**Problem requirements**:
Skip the pictures and return every entry exactly as written.

___ Information given

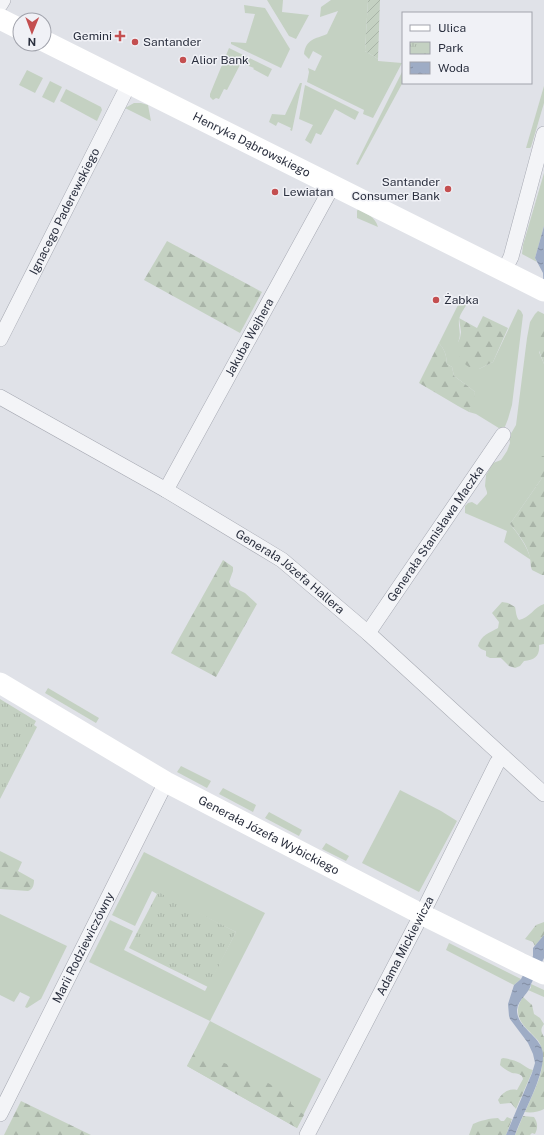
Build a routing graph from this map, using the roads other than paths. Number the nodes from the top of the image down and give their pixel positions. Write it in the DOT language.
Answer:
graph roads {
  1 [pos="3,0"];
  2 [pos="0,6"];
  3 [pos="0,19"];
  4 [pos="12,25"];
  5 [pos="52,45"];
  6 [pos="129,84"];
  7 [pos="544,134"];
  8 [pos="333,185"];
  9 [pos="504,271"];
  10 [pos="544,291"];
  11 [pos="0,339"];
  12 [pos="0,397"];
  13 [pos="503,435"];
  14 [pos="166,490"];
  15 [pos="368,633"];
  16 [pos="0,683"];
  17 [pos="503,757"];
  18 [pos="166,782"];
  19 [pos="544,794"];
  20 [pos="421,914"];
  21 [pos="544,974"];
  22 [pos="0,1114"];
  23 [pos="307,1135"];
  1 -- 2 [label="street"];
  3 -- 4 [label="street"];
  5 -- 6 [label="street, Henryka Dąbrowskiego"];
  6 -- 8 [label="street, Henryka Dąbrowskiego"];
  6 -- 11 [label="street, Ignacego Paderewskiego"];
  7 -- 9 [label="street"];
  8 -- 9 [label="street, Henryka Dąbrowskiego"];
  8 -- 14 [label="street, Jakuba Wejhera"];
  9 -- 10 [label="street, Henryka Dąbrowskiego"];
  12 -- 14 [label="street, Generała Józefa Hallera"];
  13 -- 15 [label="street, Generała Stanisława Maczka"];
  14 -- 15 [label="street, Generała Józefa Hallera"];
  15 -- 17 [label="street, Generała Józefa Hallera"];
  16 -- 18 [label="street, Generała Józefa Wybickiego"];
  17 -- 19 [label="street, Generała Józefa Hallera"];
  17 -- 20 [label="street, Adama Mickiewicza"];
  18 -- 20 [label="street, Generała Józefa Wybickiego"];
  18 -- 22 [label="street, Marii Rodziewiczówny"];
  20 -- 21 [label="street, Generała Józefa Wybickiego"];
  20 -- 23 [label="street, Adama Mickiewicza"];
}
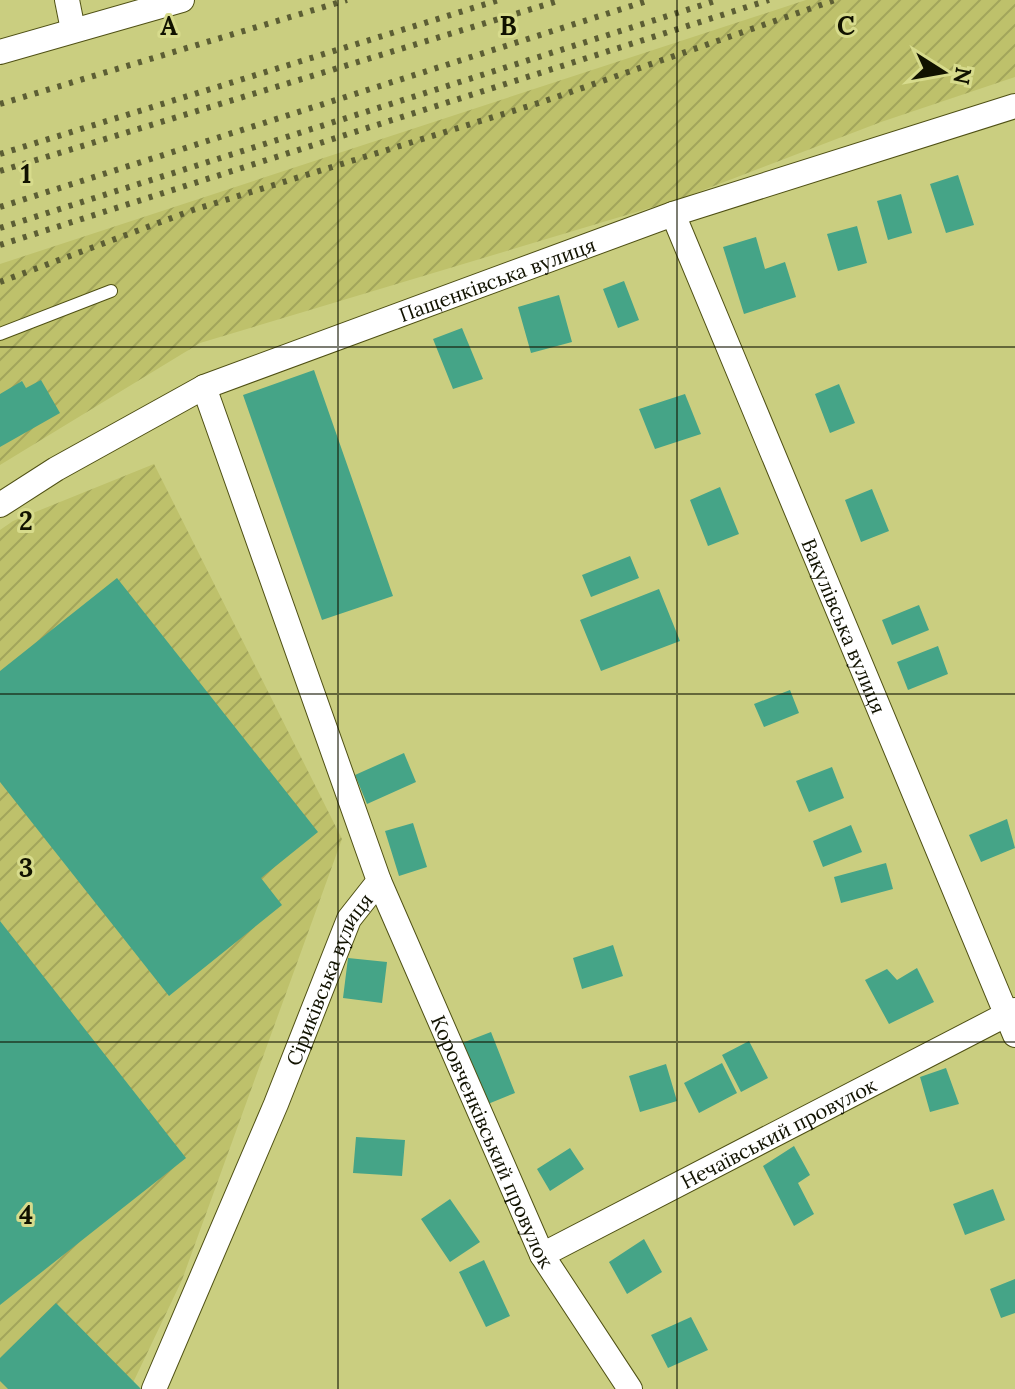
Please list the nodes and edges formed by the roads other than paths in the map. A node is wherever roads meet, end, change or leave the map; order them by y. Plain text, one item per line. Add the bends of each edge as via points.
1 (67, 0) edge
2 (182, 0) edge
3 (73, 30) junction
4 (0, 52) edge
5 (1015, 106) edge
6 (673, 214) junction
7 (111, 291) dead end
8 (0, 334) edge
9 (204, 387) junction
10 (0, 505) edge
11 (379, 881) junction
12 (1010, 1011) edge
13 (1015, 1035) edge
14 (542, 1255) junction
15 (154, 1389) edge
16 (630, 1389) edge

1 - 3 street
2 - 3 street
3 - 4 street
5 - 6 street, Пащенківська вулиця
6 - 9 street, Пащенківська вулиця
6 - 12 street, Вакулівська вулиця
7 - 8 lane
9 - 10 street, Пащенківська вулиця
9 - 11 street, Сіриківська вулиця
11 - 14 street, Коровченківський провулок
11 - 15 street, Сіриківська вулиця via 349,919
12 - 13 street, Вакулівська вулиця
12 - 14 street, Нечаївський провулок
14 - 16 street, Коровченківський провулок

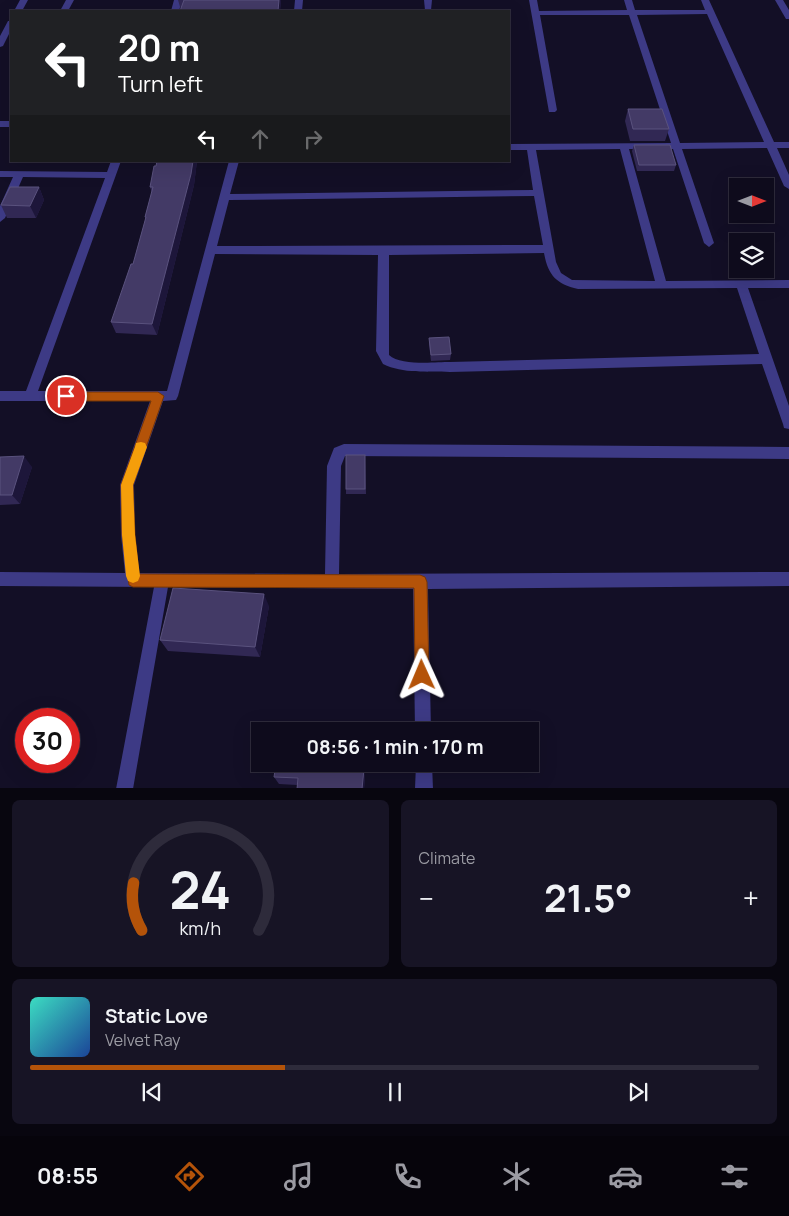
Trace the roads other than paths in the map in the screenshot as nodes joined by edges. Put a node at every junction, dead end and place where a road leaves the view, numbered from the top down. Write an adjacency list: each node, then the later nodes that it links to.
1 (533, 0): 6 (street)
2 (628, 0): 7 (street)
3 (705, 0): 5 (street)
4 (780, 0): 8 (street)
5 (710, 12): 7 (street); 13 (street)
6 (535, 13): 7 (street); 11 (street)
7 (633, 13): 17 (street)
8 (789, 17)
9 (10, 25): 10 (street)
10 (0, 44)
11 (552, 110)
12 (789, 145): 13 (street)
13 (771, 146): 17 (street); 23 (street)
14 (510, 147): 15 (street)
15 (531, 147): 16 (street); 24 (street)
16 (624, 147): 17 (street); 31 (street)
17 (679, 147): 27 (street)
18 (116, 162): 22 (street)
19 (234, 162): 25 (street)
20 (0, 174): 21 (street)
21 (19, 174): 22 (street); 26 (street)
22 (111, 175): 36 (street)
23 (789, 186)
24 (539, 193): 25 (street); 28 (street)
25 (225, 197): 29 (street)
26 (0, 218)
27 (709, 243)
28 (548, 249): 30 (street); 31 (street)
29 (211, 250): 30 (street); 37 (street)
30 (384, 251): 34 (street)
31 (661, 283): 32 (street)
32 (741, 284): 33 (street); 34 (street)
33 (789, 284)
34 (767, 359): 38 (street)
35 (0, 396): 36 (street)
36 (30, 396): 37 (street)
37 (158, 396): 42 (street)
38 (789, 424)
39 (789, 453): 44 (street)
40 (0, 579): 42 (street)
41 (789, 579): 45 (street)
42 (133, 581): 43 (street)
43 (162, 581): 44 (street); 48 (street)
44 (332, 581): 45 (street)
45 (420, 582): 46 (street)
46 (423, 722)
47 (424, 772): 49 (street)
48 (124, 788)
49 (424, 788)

______

**The completed task**:
Build a routing graph from this map, using the roads other than paths. Number the nodes from the top of the image down and give their pixel positions. Write it in the DOT language.
Answer:
graph roads {
  1 [pos="3,0"];
  2 [pos="0,6"];
  3 [pos="0,19"];
  4 [pos="12,25"];
  5 [pos="52,45"];
  6 [pos="129,84"];
  7 [pos="544,134"];
  8 [pos="333,185"];
  9 [pos="504,271"];
  10 [pos="544,291"];
  11 [pos="0,339"];
  12 [pos="0,397"];
  13 [pos="503,435"];
  14 [pos="166,490"];
  15 [pos="368,633"];
  16 [pos="0,683"];
  17 [pos="503,757"];
  18 [pos="166,782"];
  19 [pos="544,794"];
  20 [pos="421,914"];
  21 [pos="544,974"];
  22 [pos="0,1114"];
  23 [pos="307,1135"];
  1 -- 2 [label="street"];
  3 -- 4 [label="street"];
  5 -- 6 [label="street, Henryka Dąbrowskiego"];
  6 -- 8 [label="street, Henryka Dąbrowskiego"];
  6 -- 11 [label="street, Ignacego Paderewskiego"];
  7 -- 9 [label="street"];
  8 -- 9 [label="street, Henryka Dąbrowskiego"];
  8 -- 14 [label="street, Jakuba Wejhera"];
  9 -- 10 [label="street, Henryka Dąbrowskiego"];
  12 -- 14 [label="street, Generała Józefa Hallera"];
  13 -- 15 [label="street, Generała Stanisława Maczka"];
  14 -- 15 [label="street, Generała Józefa Hallera"];
  15 -- 17 [label="street, Generała Józefa Hallera"];
  16 -- 18 [label="street, Generała Józefa Wybickiego"];
  17 -- 19 [label="street, Generała Józefa Hallera"];
  17 -- 20 [label="street, Adama Mickiewicza"];
  18 -- 20 [label="street, Generała Józefa Wybickiego"];
  18 -- 22 [label="street, Marii Rodziewiczówny"];
  20 -- 21 [label="street, Generała Józefa Wybickiego"];
  20 -- 23 [label="street, Adama Mickiewicza"];
}
Please list the nodes and edges formed by the roads other than paths in the map. A node is wherever roads meet, end, change or leave the map; order them by y. Plain text, one item per line. Add the bends of each edge as via points.
1 (67, 0) edge
2 (182, 0) edge
3 (73, 30) junction
4 (0, 52) edge
5 (1015, 106) edge
6 (673, 214) junction
7 (111, 291) dead end
8 (0, 334) edge
9 (204, 387) junction
10 (0, 505) edge
11 (379, 881) junction
12 (1010, 1011) edge
13 (1015, 1035) edge
14 (542, 1255) junction
15 (154, 1389) edge
16 (630, 1389) edge

1 - 3 street
2 - 3 street
3 - 4 street
5 - 6 street, Пащенківська вулиця
6 - 9 street, Пащенківська вулиця
6 - 12 street, Вакулівська вулиця
7 - 8 lane
9 - 10 street, Пащенківська вулиця
9 - 11 street, Сіриківська вулиця
11 - 14 street, Коровченківський провулок
11 - 15 street, Сіриківська вулиця via 349,919
12 - 13 street, Вакулівська вулиця
12 - 14 street, Нечаївський провулок
14 - 16 street, Коровченківський провулок

Trace the roads other than paths in the map in the screenshot as nodes joined by edges. Put a node at every junction, dead end and place where a road leaves the view, numbered from the top down. Write an adjacency list: each node, then the later nodes that it links to.
1 (533, 0): 6 (street)
2 (628, 0): 7 (street)
3 (705, 0): 5 (street)
4 (780, 0): 8 (street)
5 (710, 12): 7 (street); 13 (street)
6 (535, 13): 7 (street); 11 (street)
7 (633, 13): 17 (street)
8 (789, 17)
9 (10, 25): 10 (street)
10 (0, 44)
11 (552, 110)
12 (789, 145): 13 (street)
13 (771, 146): 17 (street); 23 (street)
14 (510, 147): 15 (street)
15 (531, 147): 16 (street); 24 (street)
16 (624, 147): 17 (street); 31 (street)
17 (679, 147): 27 (street)
18 (116, 162): 22 (street)
19 (234, 162): 25 (street)
20 (0, 174): 21 (street)
21 (19, 174): 22 (street); 26 (street)
22 (111, 175): 36 (street)
23 (789, 186)
24 (539, 193): 25 (street); 28 (street)
25 (225, 197): 29 (street)
26 (0, 218)
27 (709, 243)
28 (548, 249): 30 (street); 31 (street)
29 (211, 250): 30 (street); 37 (street)
30 (384, 251): 34 (street)
31 (661, 283): 32 (street)
32 (741, 284): 33 (street); 34 (street)
33 (789, 284)
34 (767, 359): 38 (street)
35 (0, 396): 36 (street)
36 (30, 396): 37 (street)
37 (158, 396): 42 (street)
38 (789, 424)
39 (789, 453): 44 (street)
40 (0, 579): 42 (street)
41 (789, 579): 45 (street)
42 (133, 581): 43 (street)
43 (162, 581): 44 (street); 48 (street)
44 (332, 581): 45 (street)
45 (420, 582): 46 (street)
46 (423, 722)
47 (424, 772): 49 (street)
48 (124, 788)
49 (424, 788)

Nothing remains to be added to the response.